Remember that statistics class that you thought was useless back in college? Bet you didn’t think you’d ever use it once you finished, right? You had to take it as part of the curriculum, but once it was done, you were done with statistics forever, right? It turns out, some of the techniques they taught in that class are quite useful and can be used to generate simulated sales data.
You may be thinking, why would anyone want to simulate sales data? If you have built up sales data for your business in the past several years, you would use that instead of mock data, and you should.
But what if you were tasked with evaluating a new analytics package and you haven’t accumulated much in the way of data? The more data you have with these tools, the better your evaluation will be for the software.
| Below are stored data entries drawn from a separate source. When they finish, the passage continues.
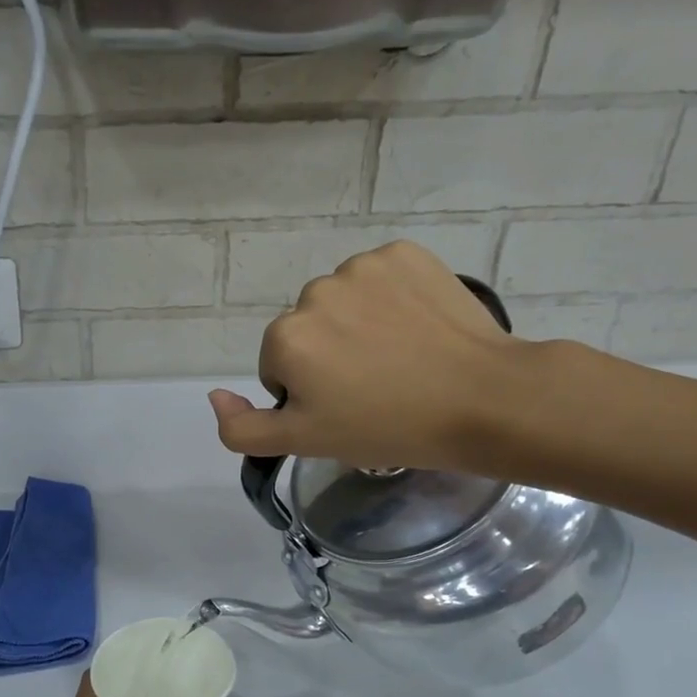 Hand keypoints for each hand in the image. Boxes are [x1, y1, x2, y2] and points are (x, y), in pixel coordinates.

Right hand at [207, 240, 525, 473]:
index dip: (308, 394)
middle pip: (308, 330)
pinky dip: (390, 298)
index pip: (278, 367)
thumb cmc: (387, 428)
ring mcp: (362, 267)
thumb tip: (214, 396)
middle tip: (373, 388)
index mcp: (285, 337)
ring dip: (357, 325)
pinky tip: (416, 327)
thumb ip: (243, 428)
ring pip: (342, 302)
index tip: (345, 409)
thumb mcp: (304, 443)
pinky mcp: (405, 253)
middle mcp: (314, 292)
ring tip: (399, 358)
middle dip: (328, 355)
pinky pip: (379, 277)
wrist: (482, 399) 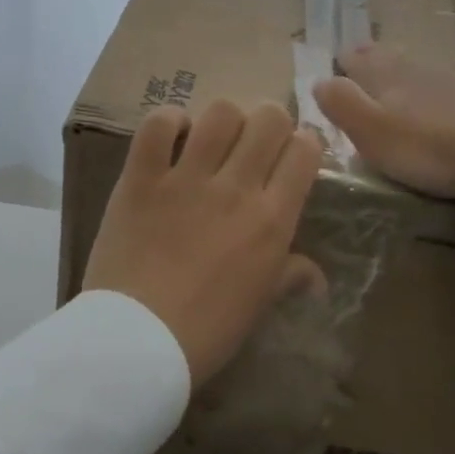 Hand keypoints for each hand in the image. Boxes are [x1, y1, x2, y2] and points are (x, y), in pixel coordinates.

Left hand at [84, 100, 325, 388]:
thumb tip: (315, 276)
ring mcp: (186, 179)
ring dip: (224, 119)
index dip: (304, 143)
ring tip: (214, 139)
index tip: (293, 153)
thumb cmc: (207, 331)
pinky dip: (168, 121)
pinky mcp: (141, 178)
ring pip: (220, 113)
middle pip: (268, 119)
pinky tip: (172, 136)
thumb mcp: (259, 305)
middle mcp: (236, 188)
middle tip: (255, 143)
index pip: (305, 151)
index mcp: (272, 219)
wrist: (138, 340)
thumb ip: (289, 277)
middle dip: (270, 121)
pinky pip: (157, 126)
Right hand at [313, 44, 454, 199]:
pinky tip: (441, 101)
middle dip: (371, 62)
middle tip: (360, 68)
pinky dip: (435, 90)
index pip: (355, 58)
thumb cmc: (428, 145)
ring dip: (403, 74)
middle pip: (388, 57)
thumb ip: (341, 104)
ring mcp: (454, 79)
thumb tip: (319, 80)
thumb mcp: (371, 131)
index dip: (342, 63)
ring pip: (418, 69)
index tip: (334, 69)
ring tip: (395, 85)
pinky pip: (447, 86)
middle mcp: (417, 68)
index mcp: (385, 74) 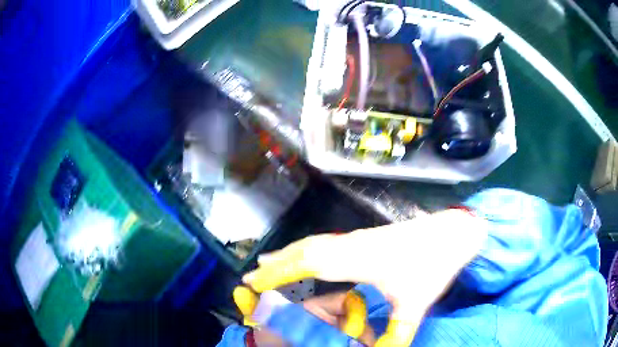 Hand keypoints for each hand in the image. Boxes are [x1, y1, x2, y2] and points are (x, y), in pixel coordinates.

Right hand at [243, 209, 487, 345]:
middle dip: (277, 263)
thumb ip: (397, 333)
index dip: (280, 272)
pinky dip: (307, 248)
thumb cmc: (434, 265)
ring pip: (315, 243)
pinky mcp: (365, 237)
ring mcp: (358, 238)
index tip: (255, 279)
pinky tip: (306, 254)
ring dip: (290, 253)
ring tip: (269, 262)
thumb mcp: (416, 304)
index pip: (310, 264)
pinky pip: (326, 242)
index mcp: (359, 259)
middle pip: (306, 250)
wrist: (451, 233)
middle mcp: (352, 244)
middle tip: (252, 274) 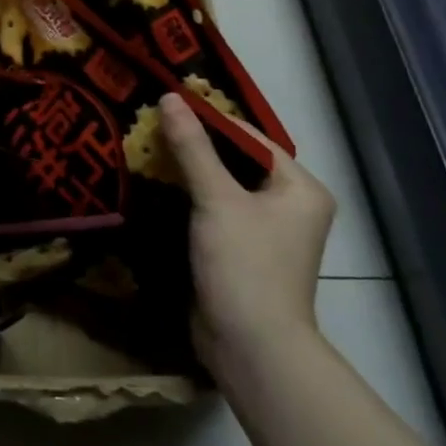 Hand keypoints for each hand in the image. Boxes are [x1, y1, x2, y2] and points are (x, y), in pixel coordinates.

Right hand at [159, 94, 335, 374]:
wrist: (251, 348)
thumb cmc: (245, 266)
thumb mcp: (217, 199)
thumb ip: (192, 147)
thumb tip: (169, 97)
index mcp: (300, 188)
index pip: (250, 138)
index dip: (208, 120)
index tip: (165, 104)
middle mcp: (290, 206)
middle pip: (236, 161)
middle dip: (194, 145)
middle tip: (149, 124)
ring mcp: (266, 232)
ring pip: (222, 187)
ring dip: (188, 172)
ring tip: (145, 147)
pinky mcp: (241, 252)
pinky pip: (214, 211)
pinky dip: (188, 198)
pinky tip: (155, 185) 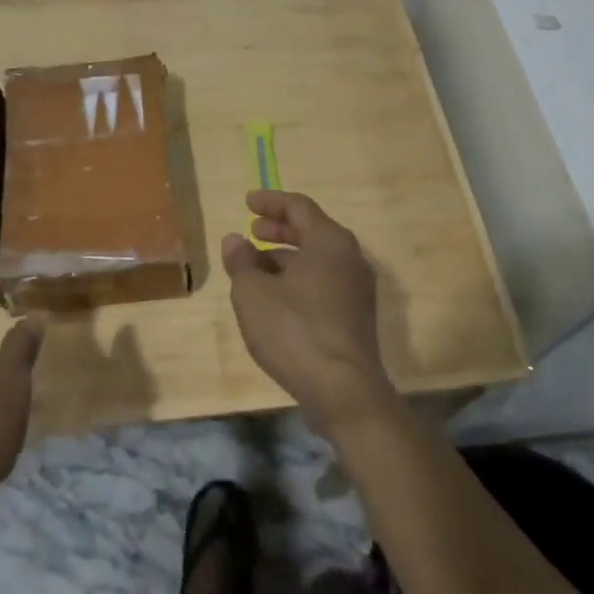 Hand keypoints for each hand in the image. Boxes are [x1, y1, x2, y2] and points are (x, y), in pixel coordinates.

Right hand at [221, 190, 395, 437]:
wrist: (344, 391)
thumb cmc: (295, 330)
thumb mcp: (253, 293)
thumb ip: (242, 261)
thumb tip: (235, 240)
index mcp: (329, 241)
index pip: (298, 207)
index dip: (270, 202)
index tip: (247, 202)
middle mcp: (350, 257)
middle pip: (312, 231)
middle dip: (279, 229)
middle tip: (253, 231)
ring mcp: (357, 288)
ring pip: (318, 259)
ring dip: (287, 256)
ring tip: (256, 266)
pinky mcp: (357, 316)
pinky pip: (325, 282)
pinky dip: (300, 278)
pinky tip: (277, 296)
By simulating realistic data, you can put the tool to the test.
NOTE: the link referred to in the video brings you to this article that you are currently reading. Here is the link, anyway, just in case it seems confusing:
Another reason to generate sales data is to prove out a concept for your company. You could generate what-if scenarios using data to support your hypothesis. Realistic data will go a long way in that support.
If you are a data consultant, you could generate simulated data to show potential clients how their data could be used for analysis. The more realistic this data, the higher the chances that they will accept your proposal.
I am confident you could find other use cases for simulated sales data. It’s likely you’ll need to generate mock data at some point.
Related: How to Find Your Use Cases
Before we continue, I want to point out the methods used in this article were all written in the R language. As you’ll read later, R handles distributions in a much easier way than Excel does. If you don’t know R, my suggestion would be to check out training on the basics of the language.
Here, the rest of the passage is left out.